12.04.2023 | Monatliches Update europäische Energiemärkte, April 2023

Entspannung zum Ende des Winters, aber auch neue Herausforderungen

Ende März ging eine Wintersaison mit überdurchschnittlich hohen Temperaturen, viel Strom aus Windenergie und einem Energie- und Gasverbrauch unterhalb des Niveaus im Covid-Winter 2020 zu Ende. Die Energiepreise an den Spotmärkten gingen zum Saisonende bei stark gesunkenen Risikoprämien über den März weiter zurück. Das belegt ein weiteres Mal, dass die Prämien angesichts möglicher Versorgungsengpässe oft zu hoch angesetzt werden. Die Nachfrage nach Energie brach in Industrie und Privathaushalten stark ein. Ein zentraler Unsicherheitsfaktor ist und bleibt dabei, wie stark dieser Rückgang strukturell bedingt ist. Die Kohle- und Gasbestände hielten sich dagegen auf einem soliden Niveau. Das ist nicht nur durch die gedämpfte Nachfrage in Asien und die gute Gasversorgungslage begründet, sondern auch durch ein Jahr regulatorischer Eingriffe mit gesetzlich festgelegten Gasspeicherständen und Zielvorgaben für die Verbrauchssenkung und einer neuerlich höheren Kohleleistung.

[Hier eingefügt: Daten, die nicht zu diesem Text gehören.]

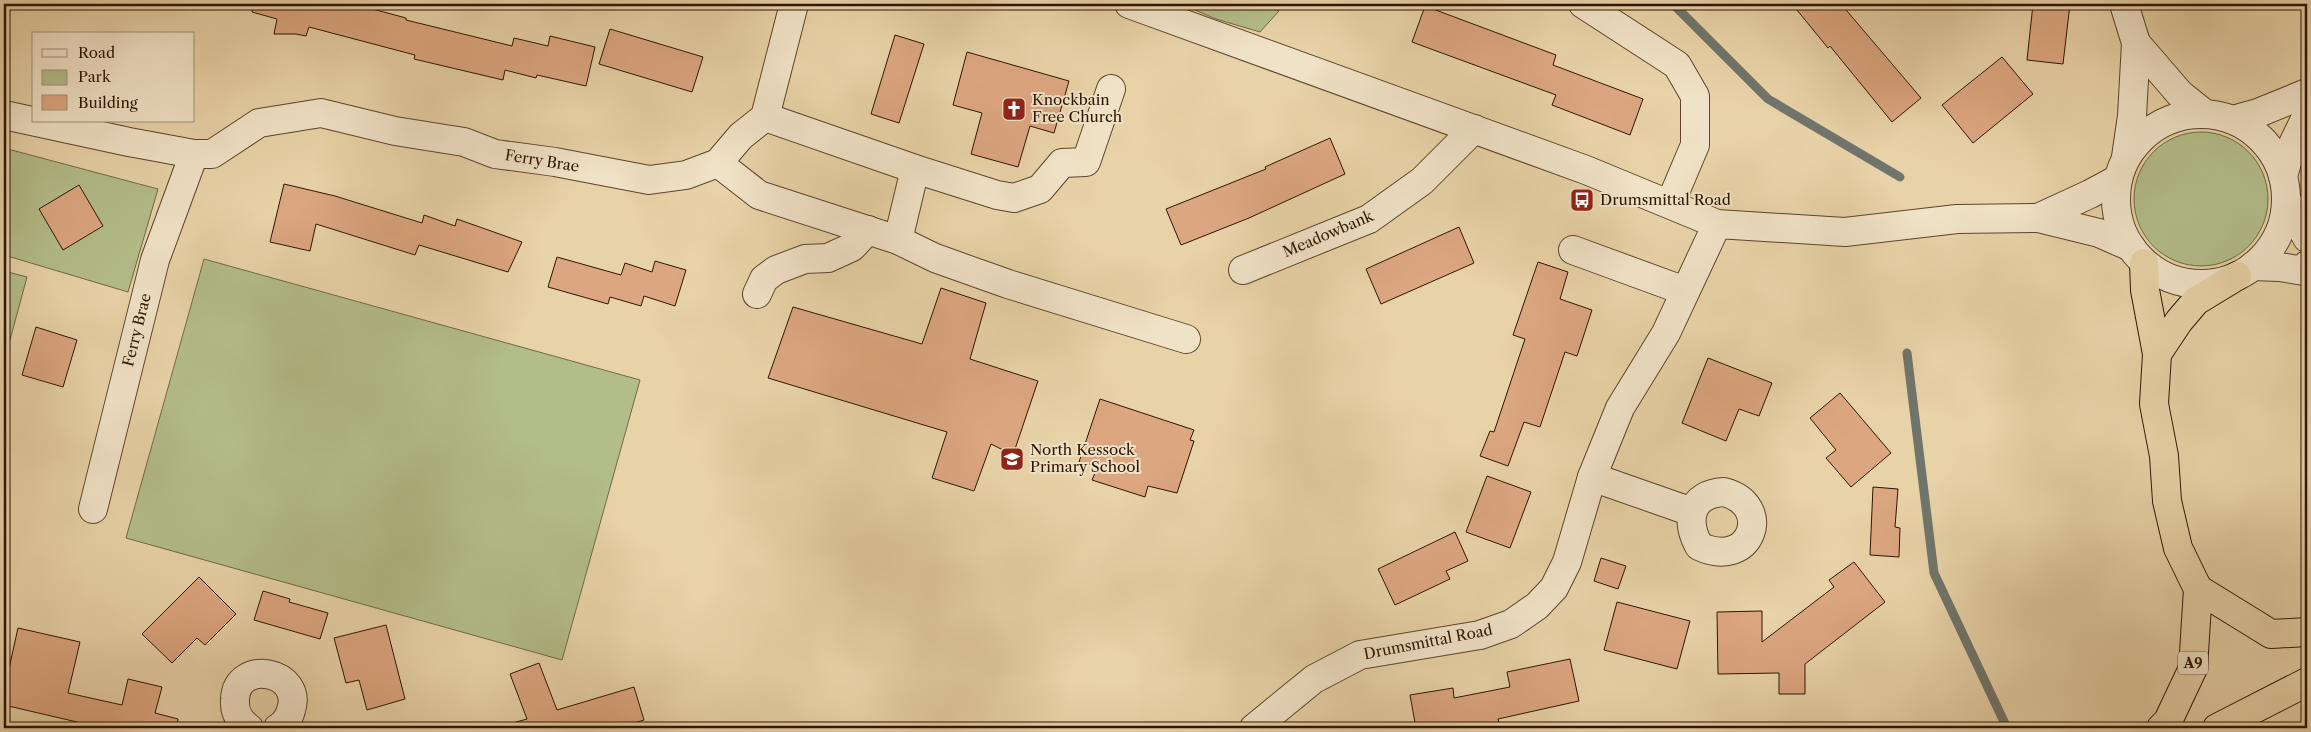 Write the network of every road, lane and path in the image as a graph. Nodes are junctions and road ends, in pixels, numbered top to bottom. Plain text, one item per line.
1 (794, 4) edge
2 (1129, 4) edge
3 (1584, 4) edge
4 (2124, 4) edge
5 (2136, 43) junction
6 (1111, 89) dead end
7 (2307, 93) edge
8 (2204, 114) junction
9 (4, 115) edge
10 (2307, 116) edge
11 (765, 117) junction
12 (2233, 120) junction
13 (32, 121) edge
14 (36, 122) edge
15 (1474, 129) junction
16 (194, 154) junction
17 (718, 163) junction
18 (2122, 168) junction
19 (915, 169) junction
20 (2285, 188) junction
21 (1670, 204) junction
22 (2038, 218) junction
23 (1717, 224) junction
24 (868, 230) junction
25 (2307, 238) edge
26 (898, 240) junction
27 (1573, 250) dead end
28 (2138, 255) junction
29 (2307, 265) edge
30 (1243, 270) dead end
31 (2245, 271) junction
32 (1685, 291) junction
33 (757, 294) dead end
34 (1186, 339) dead end
35 (2156, 354) junction
36 (1592, 477) junction
37 (93, 509) dead end
38 (1692, 512) dead end
39 (2198, 589) junction
40 (2307, 632) edge
41 (2307, 682) edge
42 (249, 728) edge
43 (278, 728) edge
44 (1254, 728) edge
45 (2161, 728) edge
46 (2216, 728) edge

1 - 11 street
2 - 15 street
3 - 21 street
4 - 5 street
5 - 8 street
5 - 18 street
6 - 19 street
7 - 12 street
8 - 12 street
8 - 18 street
9 - 13 street, Ferry Brae
10 - 20 street
11 - 17 street, Ferry Brae
11 - 19 street
12 - 20 street
14 - 16 street, Ferry Brae
15 - 21 street
15 - 30 street, Meadowbank
16 - 17 street, Ferry Brae
16 - 37 street, Ferry Brae
17 - 24 street
18 - 22 street
18 - 28 street
19 - 26 street
20 - 25 street
20 - 31 street
21 - 23 street
22 - 23 street
22 - 28 street
23 - 32 street, Drumsmittal Road
24 - 26 street
24 - 33 street
26 - 34 street
27 - 32 street
28 - 31 street
28 - 35 highway
29 - 31 street
31 - 35 highway
32 - 36 street, Drumsmittal Road
35 - 39 highway
36 - 38 street
36 - 44 street, Drumsmittal Road
39 - 40 highway
39 - 45 highway, A9
41 - 46 highway
42 - 43 street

Eine Reihe von Entwicklungen über den März waren für die europäischen Energiemärkte und die Perspektiven der Versorgung weiterhin herausfordernd. Grossstreiks in Frankreich gegen die Pläne der Regierung zur Reform des Rentensystems hatten einen starken Rückgang der LNG-Einfuhr zur Folge. Sollte diese Situation in den nächsten Monaten fortbestehen, könnte das die LNG-Einfuhrkapazität in Europa zu einem Zeitpunkt spärlicher Pipeline-Lieferungen und einer starken LNG-Abhängigkeit begrenzen. Ausserdem war infolge der Streiks die Verfügbarkeit von Energie aus Wasserkraft, fossilen Brennstoffen und Kernkraftwerken über mehrere Wochen eingeschränkt. Zugleich verzögerte sich bei vielen Kernreaktoren die jährliche Wartung. Wenn man die Pläne von EDF hinzurechnet, 2023 nach der Entdeckung von Rissen an einer korrodierten Schweissnaht am Reaktor Penly 1 eine noch grössere Zahl reparierter Schweissnähte als ursprünglich vorgesehen zu überprüfen, lässt sich leichter nachvollziehen, warum der Front-Winter-Kontrakt Q1/2024 im letzten Monat von 230 EUR/MWh auf 430 EUR/MWh sprang. 

Die präzedenzlose Dürre und die extrem dünne Schneedecke in ganz Westeuropa hatten eine weitere klare Risikoprämie zur Folge und begünstigten angesichts potenziell niedriger Wasserstände, Schwierigkeiten bei der Kohleversorgung in Deutschland und einem begrenzten Kühlwasserangebot für Wärmekraftwerke gehandelte Sommer-Kontrakte. Nach dem heissen, trockenen Sommer des Vorjahres herrscht an den Märkten Verunsicherung, ob sich die umgekehrte Saisonalität der Preise im Sommer und Winter des letzten Jahres wiederholen wird. Das Wetter entwickelt sich klar zu einem entscheidenden Risikofaktor für die Zukunftsbewertungen über die Sommersaison. Die reduzierte Versorgung durch die Stilllegung der deutschen Kernkraftwerke im April war vorhersehbar, wird aber den Bedarf an thermischer Energieerzeugung steigern und die Abhängigkeit von Brennstoffimporten erhöhen.

Parallel dazu hat die Europäische Kommission im vergangenen Monat ihren lang erwarteten Marktreformentwurf vorgelegt. Darin sind neue Massnahmen wie die Einrichtung virtueller Trading Hubs vorgesehen. Das Grenzpreissignal dagegen wurde beibehalten. Stromabnahmeverträge (Power Purchase Agreements, PPAs) und Differenzverträge (Contracts for Differences, CfDs) für CO2-arme Erzeugungstechnologien werden gefördert. Die neue Regelung dürfte 2024 nach Verabschiedung durch das Europäische Parlament und den Europäischen Rat in Kraft treten.